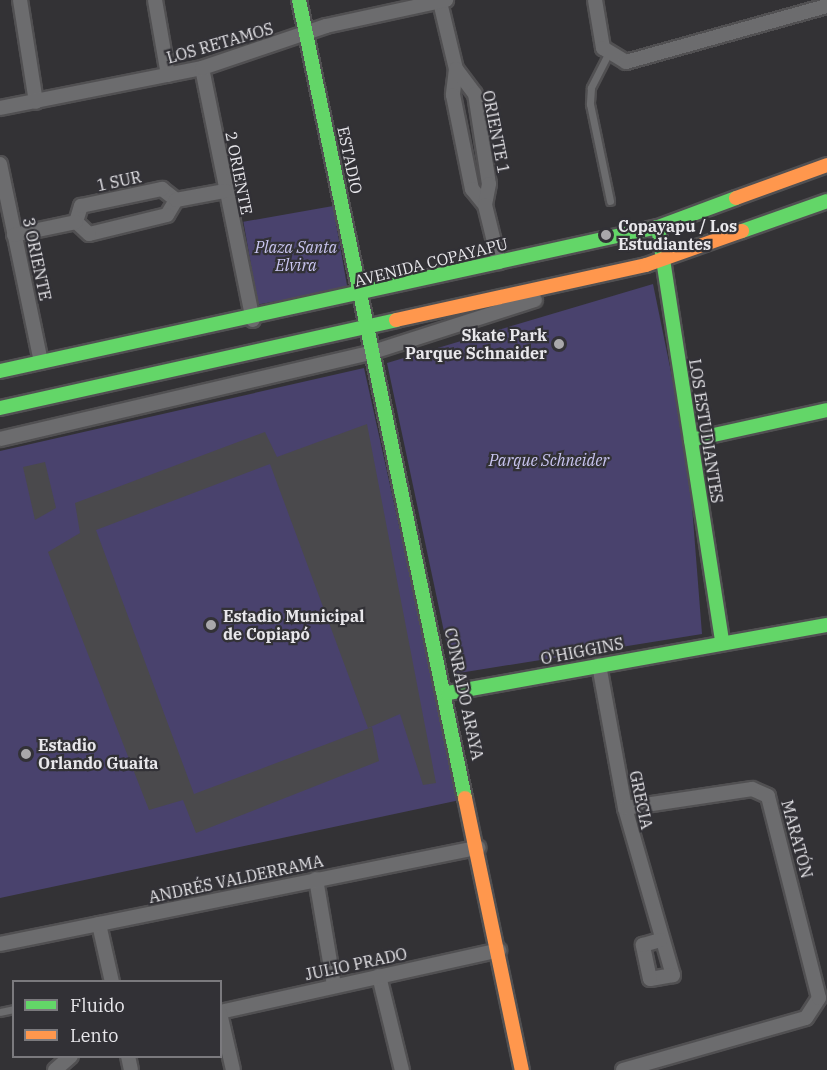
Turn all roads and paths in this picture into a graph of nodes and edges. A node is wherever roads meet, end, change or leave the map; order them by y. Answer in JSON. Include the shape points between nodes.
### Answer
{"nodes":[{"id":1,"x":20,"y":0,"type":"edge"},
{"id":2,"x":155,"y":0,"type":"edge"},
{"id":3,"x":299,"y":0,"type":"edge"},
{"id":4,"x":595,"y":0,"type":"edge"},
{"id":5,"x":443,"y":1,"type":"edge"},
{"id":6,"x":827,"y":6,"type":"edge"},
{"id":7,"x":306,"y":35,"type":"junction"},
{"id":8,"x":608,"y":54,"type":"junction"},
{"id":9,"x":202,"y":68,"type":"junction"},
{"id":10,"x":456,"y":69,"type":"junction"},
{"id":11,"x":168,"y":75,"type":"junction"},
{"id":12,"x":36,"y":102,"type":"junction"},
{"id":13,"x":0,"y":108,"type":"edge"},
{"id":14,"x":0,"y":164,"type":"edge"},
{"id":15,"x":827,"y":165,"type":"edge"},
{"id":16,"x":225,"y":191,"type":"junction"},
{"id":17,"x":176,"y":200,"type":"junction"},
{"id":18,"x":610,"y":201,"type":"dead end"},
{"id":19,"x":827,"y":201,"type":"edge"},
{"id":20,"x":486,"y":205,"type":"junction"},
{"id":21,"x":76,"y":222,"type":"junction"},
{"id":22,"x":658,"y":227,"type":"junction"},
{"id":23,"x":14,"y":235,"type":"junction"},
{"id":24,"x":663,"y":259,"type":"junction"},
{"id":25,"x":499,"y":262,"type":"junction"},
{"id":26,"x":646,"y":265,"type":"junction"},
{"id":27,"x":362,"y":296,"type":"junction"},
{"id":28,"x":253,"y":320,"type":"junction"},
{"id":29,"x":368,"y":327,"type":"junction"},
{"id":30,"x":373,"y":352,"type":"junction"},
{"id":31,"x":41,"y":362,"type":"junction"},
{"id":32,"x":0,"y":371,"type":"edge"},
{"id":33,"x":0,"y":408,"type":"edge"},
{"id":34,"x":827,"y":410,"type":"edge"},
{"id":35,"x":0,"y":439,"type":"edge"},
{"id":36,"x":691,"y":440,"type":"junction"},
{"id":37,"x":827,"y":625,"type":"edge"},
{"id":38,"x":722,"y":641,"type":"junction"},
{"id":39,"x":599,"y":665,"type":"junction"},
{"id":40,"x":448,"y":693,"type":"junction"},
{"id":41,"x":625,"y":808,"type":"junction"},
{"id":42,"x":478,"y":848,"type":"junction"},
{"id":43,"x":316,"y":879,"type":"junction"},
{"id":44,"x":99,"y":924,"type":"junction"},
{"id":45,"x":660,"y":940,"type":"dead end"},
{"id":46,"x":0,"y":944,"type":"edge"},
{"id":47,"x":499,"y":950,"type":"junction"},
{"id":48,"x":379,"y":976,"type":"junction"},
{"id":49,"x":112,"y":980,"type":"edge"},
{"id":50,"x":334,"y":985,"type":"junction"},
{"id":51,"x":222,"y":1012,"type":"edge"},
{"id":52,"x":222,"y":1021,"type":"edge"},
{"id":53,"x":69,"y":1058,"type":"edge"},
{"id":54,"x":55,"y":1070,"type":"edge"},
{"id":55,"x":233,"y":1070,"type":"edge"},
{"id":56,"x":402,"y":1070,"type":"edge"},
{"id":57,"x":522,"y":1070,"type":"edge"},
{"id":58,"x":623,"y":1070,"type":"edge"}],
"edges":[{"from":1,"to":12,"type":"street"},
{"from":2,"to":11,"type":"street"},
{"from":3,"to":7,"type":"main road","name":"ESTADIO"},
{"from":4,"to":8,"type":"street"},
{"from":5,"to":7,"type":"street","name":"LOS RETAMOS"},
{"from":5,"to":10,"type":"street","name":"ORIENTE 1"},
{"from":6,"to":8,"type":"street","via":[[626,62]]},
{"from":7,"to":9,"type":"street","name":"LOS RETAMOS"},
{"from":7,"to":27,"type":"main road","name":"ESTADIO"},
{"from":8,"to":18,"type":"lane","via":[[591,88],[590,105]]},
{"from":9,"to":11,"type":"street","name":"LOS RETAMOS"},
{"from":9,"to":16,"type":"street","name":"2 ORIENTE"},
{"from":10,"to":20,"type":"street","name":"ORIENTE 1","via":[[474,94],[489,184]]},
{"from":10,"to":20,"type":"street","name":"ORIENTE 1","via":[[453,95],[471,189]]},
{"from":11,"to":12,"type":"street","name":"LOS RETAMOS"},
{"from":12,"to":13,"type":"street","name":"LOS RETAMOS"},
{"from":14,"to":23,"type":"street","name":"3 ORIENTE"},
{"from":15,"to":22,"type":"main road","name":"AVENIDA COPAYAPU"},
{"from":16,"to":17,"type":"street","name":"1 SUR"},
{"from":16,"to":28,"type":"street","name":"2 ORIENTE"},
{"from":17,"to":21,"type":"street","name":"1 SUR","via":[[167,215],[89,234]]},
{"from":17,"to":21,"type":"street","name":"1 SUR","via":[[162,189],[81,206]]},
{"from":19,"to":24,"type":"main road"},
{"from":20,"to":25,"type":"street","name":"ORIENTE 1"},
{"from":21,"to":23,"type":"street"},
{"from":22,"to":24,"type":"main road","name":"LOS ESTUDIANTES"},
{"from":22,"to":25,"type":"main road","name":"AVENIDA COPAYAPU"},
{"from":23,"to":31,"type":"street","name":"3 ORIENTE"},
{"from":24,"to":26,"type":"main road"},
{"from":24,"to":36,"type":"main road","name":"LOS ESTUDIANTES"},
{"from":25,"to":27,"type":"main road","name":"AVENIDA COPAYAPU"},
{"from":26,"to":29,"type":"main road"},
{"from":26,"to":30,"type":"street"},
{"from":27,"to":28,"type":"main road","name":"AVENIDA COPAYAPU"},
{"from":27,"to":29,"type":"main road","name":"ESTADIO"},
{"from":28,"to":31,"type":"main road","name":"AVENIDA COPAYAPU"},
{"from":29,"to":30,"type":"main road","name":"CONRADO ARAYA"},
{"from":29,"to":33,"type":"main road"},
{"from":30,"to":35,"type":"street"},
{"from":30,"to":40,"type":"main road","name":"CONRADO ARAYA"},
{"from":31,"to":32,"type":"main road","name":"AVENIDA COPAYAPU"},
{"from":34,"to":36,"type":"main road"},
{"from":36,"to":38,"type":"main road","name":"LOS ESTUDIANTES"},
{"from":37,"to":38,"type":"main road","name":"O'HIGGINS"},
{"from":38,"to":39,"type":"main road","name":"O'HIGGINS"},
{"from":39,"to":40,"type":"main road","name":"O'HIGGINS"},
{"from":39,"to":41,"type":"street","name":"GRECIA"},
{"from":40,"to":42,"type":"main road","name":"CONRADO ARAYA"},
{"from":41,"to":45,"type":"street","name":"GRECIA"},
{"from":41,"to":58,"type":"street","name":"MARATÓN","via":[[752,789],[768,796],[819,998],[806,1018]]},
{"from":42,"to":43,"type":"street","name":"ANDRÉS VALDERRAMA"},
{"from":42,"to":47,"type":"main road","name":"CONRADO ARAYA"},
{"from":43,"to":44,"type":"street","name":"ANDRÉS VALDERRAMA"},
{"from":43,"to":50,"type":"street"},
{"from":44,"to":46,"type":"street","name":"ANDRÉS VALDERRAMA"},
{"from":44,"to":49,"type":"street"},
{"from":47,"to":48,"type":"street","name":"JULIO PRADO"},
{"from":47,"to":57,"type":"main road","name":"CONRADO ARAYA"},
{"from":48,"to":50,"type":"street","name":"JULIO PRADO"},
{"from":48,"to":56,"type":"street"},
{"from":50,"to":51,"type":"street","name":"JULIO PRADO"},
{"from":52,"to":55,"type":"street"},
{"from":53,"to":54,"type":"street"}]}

...

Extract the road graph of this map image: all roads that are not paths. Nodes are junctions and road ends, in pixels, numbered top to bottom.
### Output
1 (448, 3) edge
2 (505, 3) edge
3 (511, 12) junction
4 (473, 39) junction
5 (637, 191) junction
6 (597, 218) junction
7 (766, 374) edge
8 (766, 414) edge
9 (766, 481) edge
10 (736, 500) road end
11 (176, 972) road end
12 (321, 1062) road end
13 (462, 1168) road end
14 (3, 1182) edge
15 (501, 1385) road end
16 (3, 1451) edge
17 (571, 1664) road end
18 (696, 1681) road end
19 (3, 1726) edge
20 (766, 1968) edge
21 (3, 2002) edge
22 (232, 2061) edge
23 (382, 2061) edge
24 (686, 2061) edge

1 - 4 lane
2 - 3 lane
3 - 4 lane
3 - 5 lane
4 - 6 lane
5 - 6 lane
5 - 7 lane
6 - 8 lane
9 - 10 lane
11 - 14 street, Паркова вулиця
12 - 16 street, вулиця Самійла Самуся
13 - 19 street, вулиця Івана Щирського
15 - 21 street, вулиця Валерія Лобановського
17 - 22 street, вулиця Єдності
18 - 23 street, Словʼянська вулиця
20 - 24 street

WORK TO BE COMPLETED: Return only the count of lines in the records that hold the word "HIGGINS".

RESULT BELOW: 3